The 20th Armored Division departed Boston on 6 February and arrived at Le Havre, France, 19 February 1945. On arrival it was sent to Buchy for a month's assembly, preparation, and additional training. It then moved through Belgium to Langendernbach, Germany, 10 April. After considering breaking up the new division to provide replacements for the veteran armored divisions under his 12th U.S. Army Group, General Omar N. Bradley, sent the unit to Marktbreit, where the Division was attached to the III Corps; 20 April. Three days later, it was detached and reassigned to the XV Corps, Seventh Army, at Würzburg, Germany.

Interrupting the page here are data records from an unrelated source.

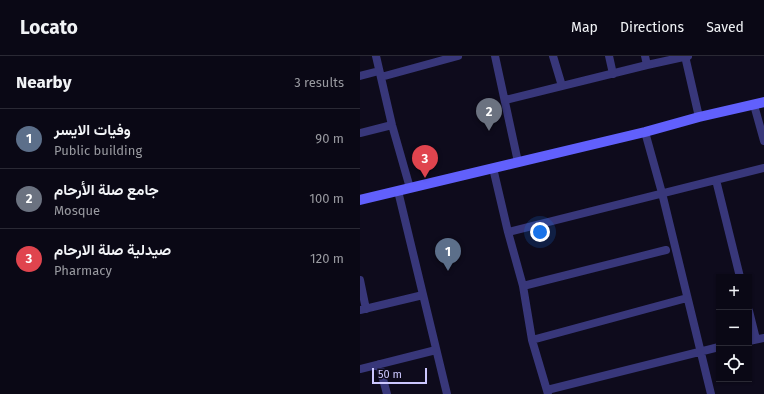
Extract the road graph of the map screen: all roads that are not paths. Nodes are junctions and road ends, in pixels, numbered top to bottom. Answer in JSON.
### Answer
{"nodes":[{"id":1,"x":376,"y":56,"type":"edge"},
{"id":2,"x":458,"y":56,"type":"edge"},
{"id":3,"x":495,"y":56,"type":"edge"},
{"id":4,"x":553,"y":56,"type":"edge"},
{"id":5,"x":609,"y":56,"type":"edge"},
{"id":6,"x":645,"y":56,"type":"edge"},
{"id":7,"x":686,"y":56,"type":"edge"},
{"id":8,"x":440,"y":58,"type":"edge"},
{"id":9,"x":647,"y":65,"type":"junction"},
{"id":10,"x":380,"y":74,"type":"junction"},
{"id":11,"x":613,"y":74,"type":"junction"},
{"id":12,"x":360,"y":76,"type":"edge"},
{"id":13,"x":562,"y":86,"type":"junction"},
{"id":14,"x":505,"y":100,"type":"junction"},
{"id":15,"x":764,"y":102,"type":"edge"},
{"id":16,"x":754,"y":105,"type":"junction"},
{"id":17,"x":699,"y":117,"type":"junction"},
{"id":18,"x":392,"y":125,"type":"junction"},
{"id":19,"x":645,"y":132,"type":"junction"},
{"id":20,"x":360,"y":133,"type":"edge"},
{"id":21,"x":764,"y":141,"type":"edge"},
{"id":22,"x":518,"y":162,"type":"junction"},
{"id":23,"x":493,"y":168,"type":"junction"},
{"id":24,"x":764,"y":168,"type":"edge"},
{"id":25,"x":716,"y":180,"type":"junction"},
{"id":26,"x":410,"y":188,"type":"junction"},
{"id":27,"x":398,"y":191,"type":"junction"},
{"id":28,"x":662,"y":193,"type":"junction"},
{"id":29,"x":360,"y":200,"type":"edge"},
{"id":30,"x":508,"y":232,"type":"junction"},
{"id":31,"x":666,"y":250,"type":"dead end"},
{"id":32,"x":739,"y":274,"type":"edge"},
{"id":33,"x":360,"y":280,"type":"edge"},
{"id":34,"x":523,"y":286,"type":"junction"},
{"id":35,"x":423,"y":295,"type":"junction"},
{"id":36,"x":687,"y":298,"type":"junction"},
{"id":37,"x":363,"y":309,"type":"edge"},
{"id":38,"x":752,"y":324,"type":"edge"},
{"id":39,"x":756,"y":339,"type":"edge"},
{"id":40,"x":532,"y":340,"type":"junction"},
{"id":41,"x":716,"y":349,"type":"edge"},
{"id":42,"x":436,"y":350,"type":"junction"},
{"id":43,"x":701,"y":352,"type":"junction"},
{"id":44,"x":379,"y":364,"type":"junction"},
{"id":45,"x":360,"y":369,"type":"edge"},
{"id":46,"x":548,"y":392,"type":"edge"},
{"id":47,"x":387,"y":394,"type":"edge"},
{"id":48,"x":447,"y":394,"type":"edge"},
{"id":49,"x":711,"y":394,"type":"edge"}],
"edges":[{"from":1,"to":10,"type":"street"},
{"from":2,"to":8,"type":"street"},
{"from":3,"to":14,"type":"street"},
{"from":4,"to":13,"type":"street"},
{"from":5,"to":11,"type":"street"},
{"from":6,"to":9,"type":"street"},
{"from":7,"to":9,"type":"street"},
{"from":7,"to":17,"type":"street"},
{"from":8,"to":10,"type":"street"},
{"from":9,"to":11,"type":"street"},
{"from":10,"to":12,"type":"street"},
{"from":10,"to":18,"type":"street"},
{"from":11,"to":13,"type":"street"},
{"from":13,"to":14,"type":"street"},
{"from":14,"to":22,"type":"street"},
{"from":15,"to":16,"type":"street"},
{"from":16,"to":17,"type":"street"},
{"from":16,"to":21,"type":"street"},
{"from":17,"to":19,"type":"street"},
{"from":18,"to":20,"type":"street"},
{"from":18,"to":26,"type":"street"},
{"from":19,"to":22,"type":"street"},
{"from":19,"to":28,"type":"street"},
{"from":22,"to":23,"type":"street"},
{"from":23,"to":26,"type":"street"},
{"from":23,"to":30,"type":"street"},
{"from":24,"to":25,"type":"street"},
{"from":25,"to":28,"type":"street"},
{"from":25,"to":32,"type":"street"},
{"from":26,"to":27,"type":"street"},
{"from":27,"to":29,"type":"street"},
{"from":27,"to":35,"type":"street"},
{"from":28,"to":30,"type":"street"},
{"from":28,"to":36,"type":"street"},
{"from":30,"to":34,"type":"street"},
{"from":31,"to":34,"type":"street"},
{"from":33,"to":37,"type":"street"},
{"from":34,"to":40,"type":"street"},
{"from":35,"to":37,"type":"street"},
{"from":35,"to":42,"type":"street"},
{"from":36,"to":40,"type":"street"},
{"from":36,"to":43,"type":"street"},
{"from":38,"to":39,"type":"street"},
{"from":40,"to":46,"type":"street"},
{"from":41,"to":43,"type":"street"},
{"from":42,"to":44,"type":"street"},
{"from":42,"to":48,"type":"street"},
{"from":43,"to":46,"type":"street"},
{"from":43,"to":49,"type":"street"},
{"from":44,"to":45,"type":"street"},
{"from":44,"to":47,"type":"street"}]}
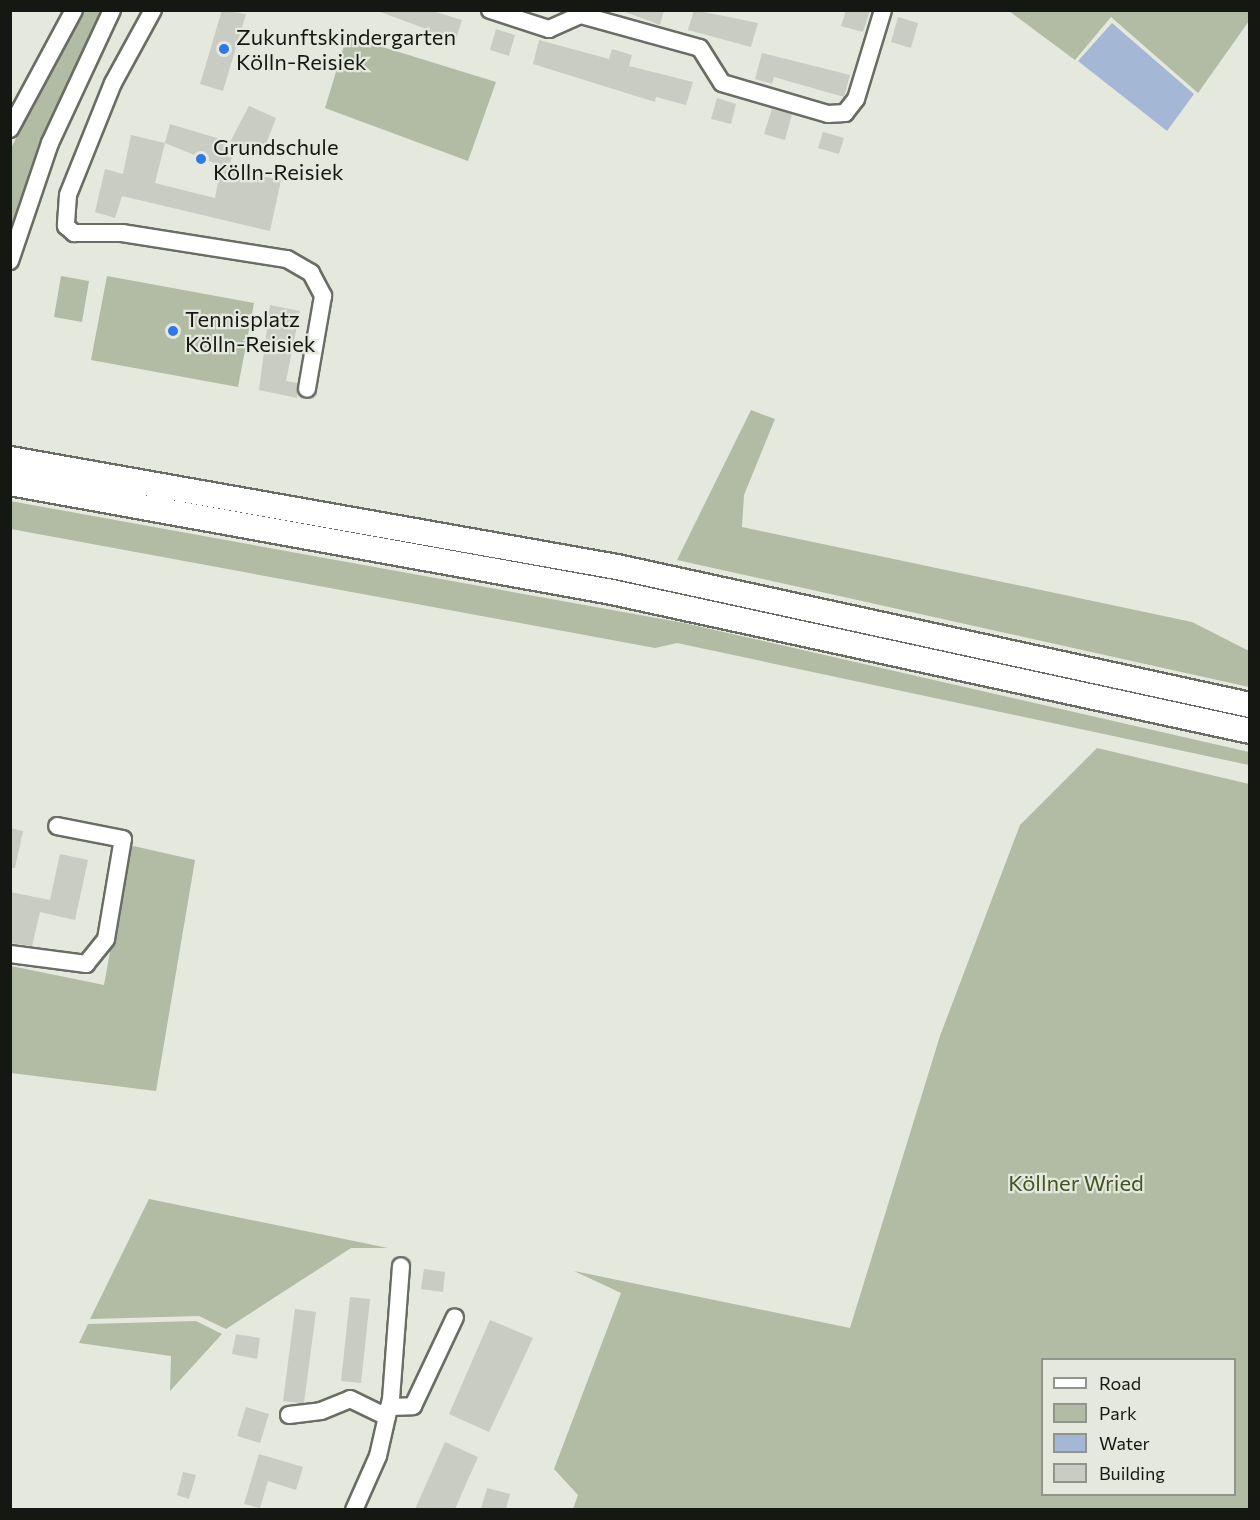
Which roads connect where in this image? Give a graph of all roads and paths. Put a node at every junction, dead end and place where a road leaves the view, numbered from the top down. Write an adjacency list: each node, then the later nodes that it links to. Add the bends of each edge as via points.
1 (74, 10): 6 (street)
2 (112, 10): 7 (street, via 50,143)
3 (153, 10): 8 (street, via 113,83 68,195 66,226 74,233 122,233 287,259 311,273 323,296)
4 (490, 10): 5 (street, via 549,29 581,15 700,48 722,83 828,114 844,113 856,99)
5 (883, 10)
6 (10, 129)
7 (10, 261)
8 (307, 389)
9 (10, 459): 11 (highway, via 617,567)
10 (10, 483): 12 (highway, via 612,592)
11 (1250, 705)
12 (1250, 731)
13 (57, 826): 14 (street, via 123,839 106,939 86,963)
14 (10, 954)
15 (401, 1266): 17 (street)
16 (455, 1317): 17 (street, via 413,1406)
17 (388, 1412): 18 (street, via 350,1399 321,1411); 19 (street, via 378,1456)
18 (289, 1415)
19 (354, 1509)

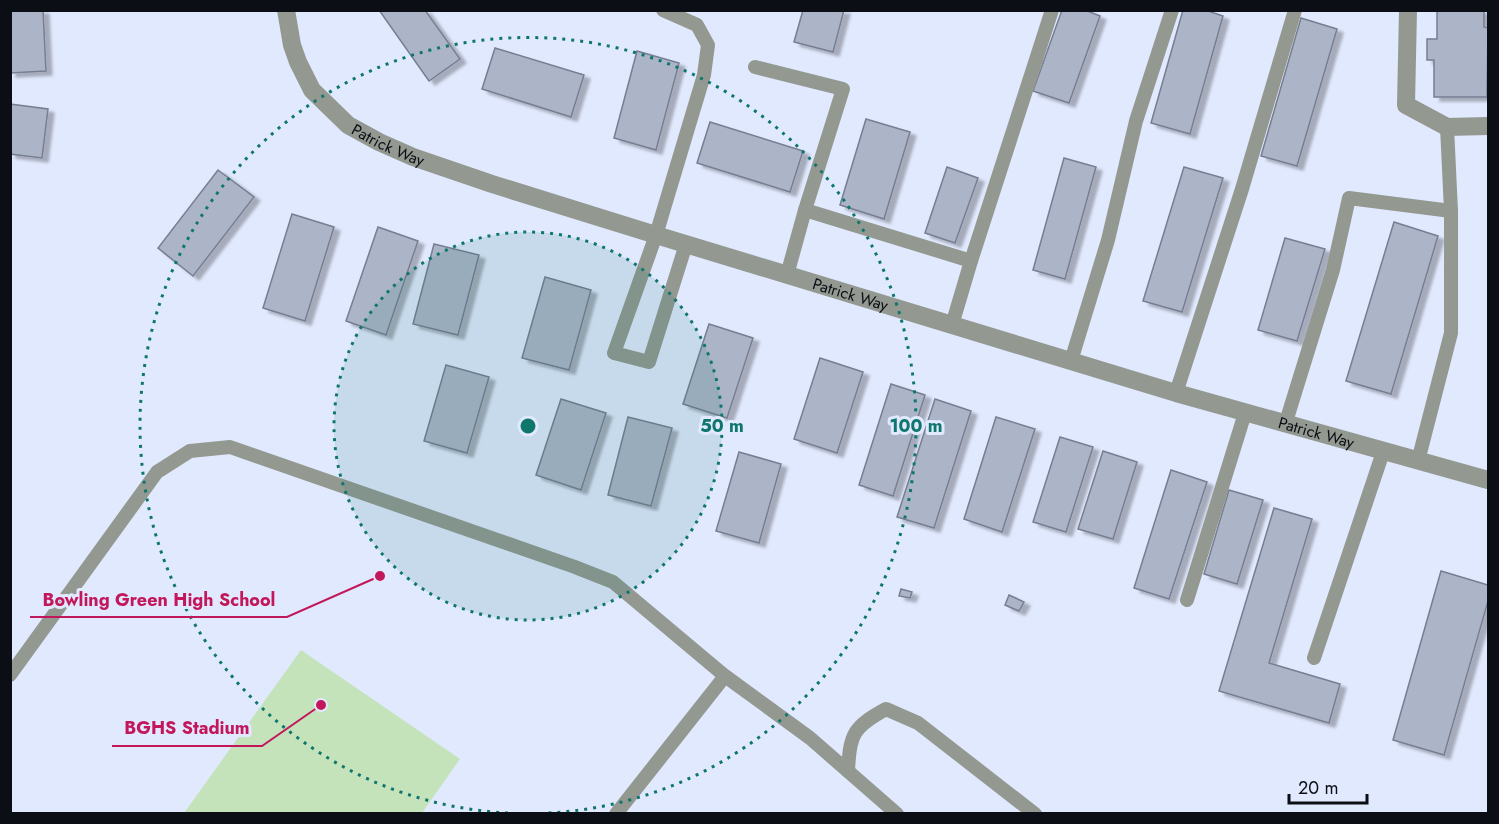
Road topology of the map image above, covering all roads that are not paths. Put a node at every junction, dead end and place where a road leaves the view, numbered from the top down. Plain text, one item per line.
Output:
1 (286, 10) edge
2 (663, 10) edge
3 (1052, 10) edge
4 (1172, 10) edge
5 (1295, 10) edge
6 (1408, 10) edge
7 (755, 67) dead end
8 (1488, 126) edge
9 (1447, 127) junction
10 (805, 210) junction
11 (1450, 211) junction
12 (656, 235) junction
13 (686, 244) junction
14 (971, 261) junction
15 (787, 274) junction
16 (952, 325) junction
17 (1071, 361) junction
18 (1176, 393) junction
19 (1245, 413) junction
20 (1285, 425) junction
21 (1383, 452) junction
22 (1418, 461) junction
23 (1488, 480) edge
24 (1187, 600) dead end
25 (1314, 658) dead end
26 (10, 675) edge
27 (725, 676) junction
28 (848, 771) junction
29 (616, 813) edge
30 (897, 813) edge
31 (1035, 813) edge

1 - 12 street, Patrick Way
2 - 12 lane
3 - 14 lane
4 - 17 lane
5 - 18 lane
6 - 9 street
7 - 10 lane
8 - 9 street
9 - 11 lane
10 - 14 lane
10 - 15 lane
11 - 20 lane
11 - 22 lane
12 - 13 street, Patrick Way
12 - 13 lane
13 - 15 street, Patrick Way
14 - 16 lane
15 - 16 street, Patrick Way
16 - 17 street, Patrick Way
17 - 18 street, Patrick Way
18 - 19 street, Patrick Way
19 - 20 street, Patrick Way
19 - 24 lane
20 - 21 street, Patrick Way
21 - 22 street, Patrick Way
21 - 25 lane
22 - 23 street, Patrick Way
26 - 27 lane
27 - 28 lane
27 - 29 lane
28 - 30 lane
28 - 31 lane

The condition of the Division when it arrived overseas was affected by a recent change in its primary mission.  Until October 1944, the 20th Armored Division's mission was to train soldiers and qualify them for overseas shipment as combat replacements for armored units.  To perform this mission, the Division included in its strength an unusually large number of intelligent and highly trained men, including students from several of the Army's advanced college training programs.

Combat chronicle
The actual arrival of the 20th Armored Division into combat occurred 4–9 April 1945.  The division's armored field artillery battalions (the 412th, 413th, and 414th), with elements of the 33rd Cavalry Reconnaissance Squadron, moved up to the west bank of the Rhine River to support the 101st Airborne Division near Delhoven, Germany, and the 82nd Airborne Division across the river from Hitdorf, Germany. It was the 412th that supported the 82nd in their attack on Hitdorf that resulted in the awarding of a Distinguished Unit Citation.

Overlooking the above, incomplete official records minimize the Division's perceived combat activity, i.e., citing: Elements of the division first saw action as Task Force Campbell when a false surrender by the enemy resulted in fighting in the town of Dorf, 25 April.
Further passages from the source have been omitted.